======== Source data ========

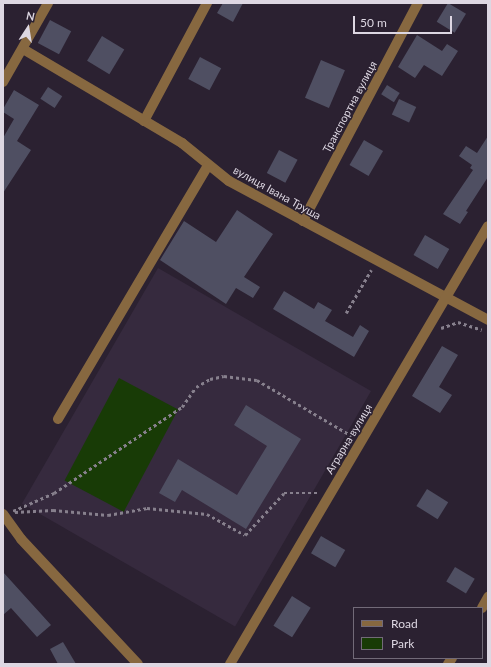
<!DOCTYPE html>
<meta charset="utf-8">
<style>
body{margin:0}
#map{position:relative;width:491px;height:667px;overflow:hidden;background:#2b2131;font-family:Lato,sans-serif}
div>[style]{position:absolute}
[style*='--x']{left:calc(var(--x)*1px);top:calc(var(--y)*1px);width:calc(var(--w)*1px);rotate:calc(var(--a)*1deg)}
.built>*{inset:0;background:#362a3e;transform-origin:0 0}
.green>*{inset:0;background:#183b06;transform-origin:0 0}
.building>*{inset:0;background:#4f4f62;transform-origin:0 0}
.path>*{height:2.5px;margin-top:-1.25px;transform-origin:0;background:repeating-linear-gradient(90deg,#87808d 0 3px,transparent 0 6px)}
.minor>*{height:10px;margin:-5px;padding:0 5px;transform-origin:5px;border-radius:5px;background:#876840}
span{translate:-50% -50%;white-space:nowrap;text-align:center;line-height:1.15;-webkit-text-stroke:3px #2b2131;paint-order:stroke}
.street-label{font-size:11px;color:#ddd7e2}
.frame{position:absolute;inset:0;border:4px solid #ddd7e2;pointer-events:none}
.legend{position:absolute;left:353px;top:607px;width:130px;height:52px;box-sizing:border-box;background:#2b2131;border:1px solid #726a78;margin:0;padding:5px 7px;list-style:none;font-size:12px;color:#ddd7e2}
.legend li{display:flex;align-items:center;gap:8px;height:20px}
.legend b{width:20px;border:1px solid #726a78}
.north{position:absolute;left:8px;top:8px;width:40px;height:40px;-webkit-text-stroke:3px #2b2131;paint-order:stroke;rotate:12deg;font-size:11px;font-weight:700;line-height:16px;text-align:center;color:#ddd7e2}
.north::after{content:'';display:block;margin:auto;width:14px;height:18px;background:#ddd7e2;clip-path:polygon(50% 0,100% 100%,50% 72%,0 100%)}
.scale{position:absolute;left:353px;top:16px;width:99px;height:18px;box-sizing:border-box;border:2px solid #ddd7e2;border-top:0;padding-left:5px;font-size:12px;line-height:14px;white-space:nowrap;color:#ddd7e2;-webkit-text-stroke:3px #2b2131;paint-order:stroke}
</style>
<div id="map">
<div class="built">
<i style="left:158px;top:268px;width:246px;height:272px;rotate:30deg"></i>
</div>
<div class="green">
<i style="left:119px;top:378px;width:67px;height:116px;rotate:28deg"></i>
</div>
<div class="building">
<i style="clip-path:polygon(223px 3px,243px 3px,233px 22px,217px 13px)"></i>
<i style="left:448px;top:3px;width:21px;height:22px;rotate:31deg"></i>
<i style="left:50px;top:20px;width:24px;height:26px;rotate:28deg"></i>
<i style="clip-path:polygon(417px 35px,442px 51px,447px 44px,458px 51px,442px 76px,424px 65px,415px 78px,398px 67px)"></i>
<i style="left:102px;top:36px;width:26px;height:29px;rotate:31deg"></i>
<i style="left:200px;top:57px;width:24px;height:25px;rotate:28deg"></i>
<i style="left:321px;top:60px;width:26px;height:41px;rotate:23deg"></i>
<i style="left:387px;top:85px;width:15px;height:11px;rotate:32deg"></i>
<i style="left:48px;top:87px;width:17px;height:14px;rotate:33deg"></i>
<i style="clip-path:polygon(14px 90px,39px 105px,17px 141px,31px 150px,3px 193px,3px 138px,14px 119px,3px 112px,3px 109px)"></i>
<i style="left:399px;top:99px;width:19px;height:17px;rotate:25deg"></i>
<i style="clip-path:polygon(488px 136px,488px 177px,466px 211px,468px 212px,460px 224px,443px 214px,473px 170px,470px 168px,472px 165px,459px 156px,466px 146px,477px 153px)"></i>
<i style="left:364px;top:140px;width:22px;height:29px;rotate:30deg"></i>
<i style="left:279px;top:150px;width:21px;height:26px;rotate:28deg"></i>
<i style="clip-path:polygon(237px 210px,273px 234px,244px 277px,260px 287px,253px 298px,236px 288px,226px 304px,160px 260px,184px 221px,216px 242px)"></i>
<i style="left:425px;top:235px;width:28px;height:23px;rotate:30deg"></i>
<i style="clip-path:polygon(284px 291px,314px 309px,318px 302px,332px 310px,325px 321px,353px 337px,360px 325px,369px 331px,354px 357px,273px 309px)"></i>
<i style="clip-path:polygon(442px 346px,458px 355px,439px 387px,452px 395px,440px 413px,412px 396px)"></i>
<i style="clip-path:polygon(246px 405px,301px 439px,246px 529px,182px 490px,175px 502px,159px 493px,178px 459px,237px 495px,267px 446px,234px 425px)"></i>
<i style="left:427px;top:489px;width:25px;height:20px;rotate:32deg"></i>
<i style="left:321px;top:536px;width:28px;height:20px;rotate:30deg"></i>
<i style="left:455px;top:567px;width:23px;height:17px;rotate:31deg"></i>
<i style="clip-path:polygon(3px 572px,51px 625px,37px 637px,11px 608px,3px 615px)"></i>
<i style="left:292px;top:596px;width:22px;height:35px;rotate:32deg"></i>
<i style="clip-path:polygon(63px 642px,76px 664px,58px 664px,50px 649px)"></i>
</div>
<div class="path">
<i style="--x:346;--y:313;--w:50;--a:-59.8"></i>
<i style="--x:441;--y:328;--w:18;--a:-19"></i>
<i style="--x:458;--y:322;--w:25;--a:18"></i>
<i style="--x:13;--y:511;--w:45;--a:-23.7"></i>
<i style="--x:54;--y:493;--w:154;--a:-33.9"></i>
<i style="--x:182;--y:407;--w:24;--a:-55"></i>
<i style="--x:196;--y:387;--w:16;--a:-30"></i>
<i style="--x:210;--y:379;--w:14;--a:-12"></i>
<i style="--x:224;--y:376;--w:33;--a:7"></i>
<i style="--x:257;--y:380;--w:110;--a:30.5"></i>
<i style="--x:15;--y:512;--w:38;--a:-3"></i>
<i style="--x:53;--y:510;--w:55;--a:5.2"></i>
<i style="--x:108;--y:515;--w:40;--a:-10"></i>
<i style="--x:147;--y:508;--w:60;--a:5.7"></i>
<i style="--x:207;--y:514;--w:43;--a:28.9"></i>
<i style="--x:245;--y:535;--w:57;--a:-47.1"></i>
<i style="--x:284;--y:493;--w:35;--a:0"></i>
</div>
<div class="minor">
<i style="--x:23;--y:49;--w:185;--a:30.6"></i>
<i style="--x:182;--y:143;--w:60;--a:39"></i>
<i style="--x:229;--y:181;--w:294;--a:28.2"></i>
<i style="--x:3;--y:82;--w:91;--a:-60.3"></i>
<i style="--x:144;--y:121;--w:134;--a:-61.9"></i>
<i style="--x:303;--y:221;--w:246;--a:-62.2"></i>
<i style="--x:58;--y:419;--w:295;--a:-59.4"></i>
<i style="--x:3;--y:514;--w:31;--a:54"></i>
<i style="--x:21;--y:539;--w:171;--a:46.9"></i>
<i style="--x:482;--y:608;--w:13;--a:-61"></i>
<i style="--x:230;--y:664;--w:508;--a:-59.5"></i>
<i style="--x:448;--y:664;--w:7;--a:-56"></i>
</div>
<div class="street-label">
<span style="left:350px;top:107px;rotate:-62deg">Транспортна вулиця</span>
<span style="left:277px;top:193px;rotate:29deg">вулиця Івана Труша</span>
<span style="left:349px;top:439px;rotate:-59deg">Аграрна вулиця</span>
</div>
<div class="frame"></div>
<ul class="legend">
<li><b style="height:5px;background:#876840"></b>Road</li>
<li><b style="height:11px;background:#183b06"></b>Park</li>
</ul>
<div class="north">N</div>
<div class="scale">50 m</div>
</div>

========

Copy out, from the material above, each line where the word "green" is present.

.green>*{inset:0;background:#183b06;transform-origin:0 0}
<div class="green">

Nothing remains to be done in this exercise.